● Task brief
Count the lines in the data below where the string "Avenue" occurs, please, and give the number alone.

● Raw data
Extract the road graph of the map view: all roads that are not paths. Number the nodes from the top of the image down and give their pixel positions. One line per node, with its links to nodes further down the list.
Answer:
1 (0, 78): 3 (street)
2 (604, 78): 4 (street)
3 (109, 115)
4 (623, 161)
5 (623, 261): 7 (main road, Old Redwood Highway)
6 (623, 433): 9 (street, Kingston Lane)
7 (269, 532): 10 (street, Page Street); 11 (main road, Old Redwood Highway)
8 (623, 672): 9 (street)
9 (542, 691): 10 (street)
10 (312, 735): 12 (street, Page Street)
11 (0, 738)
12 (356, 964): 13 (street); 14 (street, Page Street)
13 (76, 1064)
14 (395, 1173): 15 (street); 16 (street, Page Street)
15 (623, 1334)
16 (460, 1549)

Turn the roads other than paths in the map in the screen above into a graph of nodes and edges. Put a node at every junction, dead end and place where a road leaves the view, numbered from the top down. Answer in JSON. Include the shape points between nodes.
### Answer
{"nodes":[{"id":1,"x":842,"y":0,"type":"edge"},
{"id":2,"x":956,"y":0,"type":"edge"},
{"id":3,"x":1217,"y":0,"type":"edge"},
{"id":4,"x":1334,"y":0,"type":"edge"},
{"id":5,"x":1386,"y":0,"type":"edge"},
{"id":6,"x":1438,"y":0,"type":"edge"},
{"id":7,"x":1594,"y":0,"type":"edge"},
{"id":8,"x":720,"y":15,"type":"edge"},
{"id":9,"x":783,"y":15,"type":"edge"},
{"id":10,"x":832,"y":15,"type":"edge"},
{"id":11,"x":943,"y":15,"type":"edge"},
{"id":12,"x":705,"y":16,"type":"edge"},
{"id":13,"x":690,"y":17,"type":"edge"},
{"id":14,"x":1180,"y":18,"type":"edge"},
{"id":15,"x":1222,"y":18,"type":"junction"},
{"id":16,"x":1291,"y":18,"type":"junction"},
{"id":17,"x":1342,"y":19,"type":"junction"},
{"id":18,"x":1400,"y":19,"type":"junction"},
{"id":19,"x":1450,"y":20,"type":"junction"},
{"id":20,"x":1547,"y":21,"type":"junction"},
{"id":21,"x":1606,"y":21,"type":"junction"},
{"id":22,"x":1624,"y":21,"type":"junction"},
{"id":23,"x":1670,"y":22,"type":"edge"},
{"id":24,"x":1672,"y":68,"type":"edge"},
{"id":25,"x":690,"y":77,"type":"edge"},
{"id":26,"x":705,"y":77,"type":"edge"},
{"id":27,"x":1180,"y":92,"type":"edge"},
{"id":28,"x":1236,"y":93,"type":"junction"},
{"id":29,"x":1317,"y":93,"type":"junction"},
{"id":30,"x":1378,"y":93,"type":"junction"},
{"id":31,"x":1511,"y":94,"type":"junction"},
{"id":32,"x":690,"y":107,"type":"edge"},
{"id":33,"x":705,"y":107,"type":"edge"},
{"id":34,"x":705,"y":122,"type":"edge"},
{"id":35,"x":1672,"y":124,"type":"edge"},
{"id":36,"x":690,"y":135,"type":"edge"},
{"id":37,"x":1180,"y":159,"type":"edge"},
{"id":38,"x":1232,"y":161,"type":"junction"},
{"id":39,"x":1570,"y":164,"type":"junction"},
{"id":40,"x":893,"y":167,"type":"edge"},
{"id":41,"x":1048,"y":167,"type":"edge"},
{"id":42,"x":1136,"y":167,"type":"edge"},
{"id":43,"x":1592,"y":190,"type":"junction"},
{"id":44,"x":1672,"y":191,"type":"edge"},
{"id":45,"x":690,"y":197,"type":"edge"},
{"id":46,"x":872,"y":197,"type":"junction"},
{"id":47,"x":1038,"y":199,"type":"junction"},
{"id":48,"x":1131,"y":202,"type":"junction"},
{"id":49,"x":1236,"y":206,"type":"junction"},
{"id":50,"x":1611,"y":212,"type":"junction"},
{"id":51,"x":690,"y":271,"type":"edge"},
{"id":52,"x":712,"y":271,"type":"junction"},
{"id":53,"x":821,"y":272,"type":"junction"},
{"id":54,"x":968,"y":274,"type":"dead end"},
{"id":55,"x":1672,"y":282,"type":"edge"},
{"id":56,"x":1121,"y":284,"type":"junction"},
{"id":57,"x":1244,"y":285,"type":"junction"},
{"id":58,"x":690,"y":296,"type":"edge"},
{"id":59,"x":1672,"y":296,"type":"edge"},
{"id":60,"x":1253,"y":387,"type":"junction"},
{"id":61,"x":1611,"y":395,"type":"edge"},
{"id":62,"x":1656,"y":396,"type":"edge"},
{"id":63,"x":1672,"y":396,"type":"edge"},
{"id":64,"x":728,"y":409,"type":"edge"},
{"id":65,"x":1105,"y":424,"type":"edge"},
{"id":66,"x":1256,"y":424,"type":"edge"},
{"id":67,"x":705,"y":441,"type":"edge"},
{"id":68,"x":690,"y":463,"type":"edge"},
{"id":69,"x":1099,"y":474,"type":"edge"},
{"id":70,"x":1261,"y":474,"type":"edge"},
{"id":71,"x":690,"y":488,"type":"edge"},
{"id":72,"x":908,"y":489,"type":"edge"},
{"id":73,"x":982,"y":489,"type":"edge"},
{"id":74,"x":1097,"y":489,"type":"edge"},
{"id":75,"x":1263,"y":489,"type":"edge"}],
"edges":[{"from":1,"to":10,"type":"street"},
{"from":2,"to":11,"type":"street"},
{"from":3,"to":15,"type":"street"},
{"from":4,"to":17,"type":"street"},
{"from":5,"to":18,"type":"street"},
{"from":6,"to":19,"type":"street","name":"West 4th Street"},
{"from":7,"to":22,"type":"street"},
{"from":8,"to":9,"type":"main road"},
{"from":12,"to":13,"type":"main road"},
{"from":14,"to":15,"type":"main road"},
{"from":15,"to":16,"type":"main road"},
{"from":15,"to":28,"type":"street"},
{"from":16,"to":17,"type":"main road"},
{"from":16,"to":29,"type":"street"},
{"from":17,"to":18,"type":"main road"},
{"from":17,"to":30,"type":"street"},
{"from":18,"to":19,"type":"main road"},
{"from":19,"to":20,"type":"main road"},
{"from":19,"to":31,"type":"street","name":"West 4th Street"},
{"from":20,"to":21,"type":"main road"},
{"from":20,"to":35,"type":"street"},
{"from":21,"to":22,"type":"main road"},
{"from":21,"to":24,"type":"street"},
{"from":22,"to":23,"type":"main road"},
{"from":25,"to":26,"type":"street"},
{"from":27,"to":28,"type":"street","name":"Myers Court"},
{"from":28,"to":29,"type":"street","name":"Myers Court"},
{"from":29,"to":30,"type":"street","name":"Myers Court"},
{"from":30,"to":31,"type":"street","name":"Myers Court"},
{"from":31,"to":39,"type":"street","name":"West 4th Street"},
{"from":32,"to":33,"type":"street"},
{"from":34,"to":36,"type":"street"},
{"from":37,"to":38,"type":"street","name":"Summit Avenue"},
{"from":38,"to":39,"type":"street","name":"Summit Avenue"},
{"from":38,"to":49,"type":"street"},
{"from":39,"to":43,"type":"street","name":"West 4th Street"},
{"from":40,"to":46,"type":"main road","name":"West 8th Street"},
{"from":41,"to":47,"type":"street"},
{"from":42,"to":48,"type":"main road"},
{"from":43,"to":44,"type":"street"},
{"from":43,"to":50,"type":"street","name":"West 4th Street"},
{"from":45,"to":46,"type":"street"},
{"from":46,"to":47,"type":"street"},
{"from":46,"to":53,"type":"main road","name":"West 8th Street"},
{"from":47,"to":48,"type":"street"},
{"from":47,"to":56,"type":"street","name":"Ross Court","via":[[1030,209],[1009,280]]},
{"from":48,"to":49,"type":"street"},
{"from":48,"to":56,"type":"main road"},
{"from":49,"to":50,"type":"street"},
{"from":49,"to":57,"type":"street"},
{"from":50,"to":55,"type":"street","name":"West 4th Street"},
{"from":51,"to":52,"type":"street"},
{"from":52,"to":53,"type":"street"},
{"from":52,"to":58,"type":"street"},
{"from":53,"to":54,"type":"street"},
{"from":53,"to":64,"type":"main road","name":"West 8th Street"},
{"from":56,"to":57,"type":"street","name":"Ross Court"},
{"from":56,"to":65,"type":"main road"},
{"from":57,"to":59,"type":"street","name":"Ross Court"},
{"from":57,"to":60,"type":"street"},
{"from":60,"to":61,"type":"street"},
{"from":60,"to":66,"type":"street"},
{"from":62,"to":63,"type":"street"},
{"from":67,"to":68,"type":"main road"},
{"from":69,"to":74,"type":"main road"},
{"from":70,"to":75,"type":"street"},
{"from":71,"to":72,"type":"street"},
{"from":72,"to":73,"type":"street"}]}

● Expected answer
2